The aim is to verify whether the 20 cm wide resin tapping wounds, wider than the traditional 12 cm, can lead to an increase in the annual resin production per tree and if this tapping method is compatible with the traditional wood use in Galicia.
Studies of the wound tapping method with chemical stimulation, carried out in Galicia between 1950 and 1970, reported a mean resin yield of 2-3 kg per tree in Pinus pinaster Ait. Nowadays, the regional interest in resin production has been reactivated, and methods are being adapted to ensure the compatibility with the timber use.
Timber production is the main use in the NW of Spain. If a wider resin tapping wound would produce more resin than the traditional wound width, the use of resin in pine stands near the age of logging could be more easily integrated in the timber use management scheme.
In trees that had been tapped in previous years with a 12 cm width face, opening a 20 cm width face (C12-20) produces 21.8% more resin than a new 12 cm face (C12-12) -see figure 2.
By opening a 20 cm face (T20) on trees that have never been tapped, it produces 21.5% more resin than with a 12 cm face (T12).
Opening a 20 cm face in either case with and without prior tapping, increases production by 21-22%, although total production is much higher in previously tapped trees (4.5kg versus 3.7kg). The positive effect of the 20cm face on resin production would be demonstrated if statistically confirmed when compared to the 12 cm face.
The tapping practised in this way has no significant effect on the subsequent use of the wood for sawing.

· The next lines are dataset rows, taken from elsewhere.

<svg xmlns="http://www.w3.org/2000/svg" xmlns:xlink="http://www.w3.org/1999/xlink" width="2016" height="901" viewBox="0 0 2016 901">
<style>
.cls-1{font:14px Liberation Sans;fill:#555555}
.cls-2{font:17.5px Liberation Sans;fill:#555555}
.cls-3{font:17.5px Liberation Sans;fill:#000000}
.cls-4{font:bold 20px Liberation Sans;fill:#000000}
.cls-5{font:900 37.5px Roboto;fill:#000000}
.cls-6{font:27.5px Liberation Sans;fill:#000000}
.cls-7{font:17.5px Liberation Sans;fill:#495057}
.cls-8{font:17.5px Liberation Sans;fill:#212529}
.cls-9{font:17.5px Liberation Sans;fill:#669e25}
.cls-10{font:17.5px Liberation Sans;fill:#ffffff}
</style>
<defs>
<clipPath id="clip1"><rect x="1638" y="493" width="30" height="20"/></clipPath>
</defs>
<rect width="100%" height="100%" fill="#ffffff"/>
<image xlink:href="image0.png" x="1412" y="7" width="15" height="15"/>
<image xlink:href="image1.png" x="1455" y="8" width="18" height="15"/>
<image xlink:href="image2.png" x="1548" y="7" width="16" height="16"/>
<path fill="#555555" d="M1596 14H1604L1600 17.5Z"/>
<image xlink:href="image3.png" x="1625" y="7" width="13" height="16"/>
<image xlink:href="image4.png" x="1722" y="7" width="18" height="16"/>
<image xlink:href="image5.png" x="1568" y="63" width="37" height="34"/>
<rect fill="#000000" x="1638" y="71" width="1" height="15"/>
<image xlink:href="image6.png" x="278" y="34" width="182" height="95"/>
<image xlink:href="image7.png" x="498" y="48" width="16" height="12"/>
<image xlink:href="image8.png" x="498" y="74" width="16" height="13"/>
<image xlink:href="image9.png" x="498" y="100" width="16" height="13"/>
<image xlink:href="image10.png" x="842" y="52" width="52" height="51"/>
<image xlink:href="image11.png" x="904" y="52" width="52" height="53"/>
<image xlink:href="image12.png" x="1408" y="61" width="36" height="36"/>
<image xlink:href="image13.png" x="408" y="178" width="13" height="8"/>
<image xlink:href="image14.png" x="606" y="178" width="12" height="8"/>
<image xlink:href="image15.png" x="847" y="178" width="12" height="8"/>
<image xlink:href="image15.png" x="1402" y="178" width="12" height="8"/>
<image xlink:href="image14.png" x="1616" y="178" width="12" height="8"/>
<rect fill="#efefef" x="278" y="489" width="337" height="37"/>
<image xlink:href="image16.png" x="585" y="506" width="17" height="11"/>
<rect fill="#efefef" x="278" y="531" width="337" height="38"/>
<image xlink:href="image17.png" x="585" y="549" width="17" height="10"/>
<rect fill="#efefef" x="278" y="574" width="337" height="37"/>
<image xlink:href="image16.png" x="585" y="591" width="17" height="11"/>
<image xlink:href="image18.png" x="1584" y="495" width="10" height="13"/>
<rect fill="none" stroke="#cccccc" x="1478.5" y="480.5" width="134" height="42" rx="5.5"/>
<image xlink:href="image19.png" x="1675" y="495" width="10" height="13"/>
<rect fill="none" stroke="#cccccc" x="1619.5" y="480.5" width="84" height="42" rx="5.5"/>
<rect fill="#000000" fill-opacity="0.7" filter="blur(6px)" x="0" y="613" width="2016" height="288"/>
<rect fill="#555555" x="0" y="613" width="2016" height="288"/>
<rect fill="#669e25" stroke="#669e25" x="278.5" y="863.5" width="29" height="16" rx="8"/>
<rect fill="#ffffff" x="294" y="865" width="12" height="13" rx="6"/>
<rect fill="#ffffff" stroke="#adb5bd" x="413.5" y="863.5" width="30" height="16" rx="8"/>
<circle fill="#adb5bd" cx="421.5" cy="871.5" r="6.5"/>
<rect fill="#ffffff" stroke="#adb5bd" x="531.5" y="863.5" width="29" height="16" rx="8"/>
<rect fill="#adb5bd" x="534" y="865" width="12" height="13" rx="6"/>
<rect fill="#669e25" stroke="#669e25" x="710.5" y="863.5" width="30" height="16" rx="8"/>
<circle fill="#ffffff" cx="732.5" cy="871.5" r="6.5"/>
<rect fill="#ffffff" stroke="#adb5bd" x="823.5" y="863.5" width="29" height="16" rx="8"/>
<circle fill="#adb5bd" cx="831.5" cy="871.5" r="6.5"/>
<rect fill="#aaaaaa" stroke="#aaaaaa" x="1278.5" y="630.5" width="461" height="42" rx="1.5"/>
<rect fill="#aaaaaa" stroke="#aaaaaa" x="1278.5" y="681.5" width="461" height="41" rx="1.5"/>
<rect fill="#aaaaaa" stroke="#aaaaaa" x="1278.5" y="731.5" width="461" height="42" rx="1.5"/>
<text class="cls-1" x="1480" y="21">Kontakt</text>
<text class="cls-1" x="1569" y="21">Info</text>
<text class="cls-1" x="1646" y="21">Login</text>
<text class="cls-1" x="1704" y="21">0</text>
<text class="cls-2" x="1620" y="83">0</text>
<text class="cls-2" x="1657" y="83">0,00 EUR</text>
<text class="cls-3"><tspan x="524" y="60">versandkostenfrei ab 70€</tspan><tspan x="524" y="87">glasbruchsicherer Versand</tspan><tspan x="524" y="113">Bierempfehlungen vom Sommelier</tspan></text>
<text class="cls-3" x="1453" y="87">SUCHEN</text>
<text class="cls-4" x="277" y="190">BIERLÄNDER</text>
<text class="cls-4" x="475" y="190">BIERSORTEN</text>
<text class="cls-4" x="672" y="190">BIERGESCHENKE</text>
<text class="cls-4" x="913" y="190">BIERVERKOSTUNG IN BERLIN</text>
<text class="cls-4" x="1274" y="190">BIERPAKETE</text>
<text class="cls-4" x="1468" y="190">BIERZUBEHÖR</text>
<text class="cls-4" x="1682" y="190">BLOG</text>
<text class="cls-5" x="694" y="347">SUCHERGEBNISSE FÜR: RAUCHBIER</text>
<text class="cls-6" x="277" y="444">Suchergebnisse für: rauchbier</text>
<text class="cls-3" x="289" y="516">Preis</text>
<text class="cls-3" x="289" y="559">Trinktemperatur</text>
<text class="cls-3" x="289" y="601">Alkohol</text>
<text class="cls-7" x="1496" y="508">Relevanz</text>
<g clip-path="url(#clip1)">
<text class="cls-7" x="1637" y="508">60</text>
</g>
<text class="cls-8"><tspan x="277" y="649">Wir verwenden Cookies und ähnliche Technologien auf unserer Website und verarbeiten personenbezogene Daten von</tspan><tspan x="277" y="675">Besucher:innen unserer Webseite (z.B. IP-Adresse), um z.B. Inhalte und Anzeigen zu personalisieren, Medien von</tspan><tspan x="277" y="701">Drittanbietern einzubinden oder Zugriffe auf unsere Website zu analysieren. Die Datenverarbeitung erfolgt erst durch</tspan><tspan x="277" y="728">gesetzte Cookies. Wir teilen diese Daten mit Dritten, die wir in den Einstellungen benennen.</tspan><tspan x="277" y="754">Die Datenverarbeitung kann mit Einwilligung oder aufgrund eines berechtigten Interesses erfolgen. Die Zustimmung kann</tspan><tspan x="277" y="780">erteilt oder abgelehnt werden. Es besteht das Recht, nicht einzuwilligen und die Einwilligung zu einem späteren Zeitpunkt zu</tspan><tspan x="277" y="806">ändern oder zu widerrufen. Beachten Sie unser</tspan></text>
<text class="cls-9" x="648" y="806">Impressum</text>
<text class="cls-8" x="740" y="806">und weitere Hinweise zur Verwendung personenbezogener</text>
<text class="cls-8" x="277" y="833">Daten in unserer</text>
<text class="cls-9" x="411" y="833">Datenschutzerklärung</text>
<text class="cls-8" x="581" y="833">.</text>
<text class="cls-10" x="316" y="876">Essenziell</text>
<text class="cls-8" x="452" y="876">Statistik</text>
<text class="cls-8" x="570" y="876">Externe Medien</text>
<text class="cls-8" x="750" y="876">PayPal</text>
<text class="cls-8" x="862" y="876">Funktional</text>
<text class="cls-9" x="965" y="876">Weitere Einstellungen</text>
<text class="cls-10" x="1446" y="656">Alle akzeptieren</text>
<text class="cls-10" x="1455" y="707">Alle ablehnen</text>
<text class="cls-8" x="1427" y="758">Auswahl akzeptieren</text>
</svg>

Further research is needed to increase knowledge leading to optimize the method and to improve its adaptation to multifunctional forestry. The conducted research leads to making progress with the method validity but optimization is needed to improve operational tapping mode and to establish adequate protocols about stand selection, tapping season or adequate time of application previous to logging.
In any case, the showed results open the possibility to practice an end-of-rotation tapping, 2-3 years before logging, applying the adapted wide resin tapping face method, which is compatible with the production of sawn timber in the Galician forests.
One of the greatest weaknesses associated with this initiative is the artisanal nature of resin extraction, and the low yields in the northwest Spain forests due mainly to the adverse orography, oceanic climate and dense undergrowth that, among other factors, make it difficult for the resin tapper to be competitive.
On the other hand, resin extraction is an activity that has not been traditionally contemplated in the management of the maritime pine forests in northwest Spain.
To carry out this work, the Forestry Research Centre of Lourizán has collected thousands of resin production, wood properties, dasometric and meteorological data that will be analysed to continue advancing in the adaptation of resin use to silviculture in Galician maritime pine forests.
Besides, it is planned to study the possible impact that this resin tapping mode near to logging has on the tree growth, as well as the effect on the physical properties of the wood.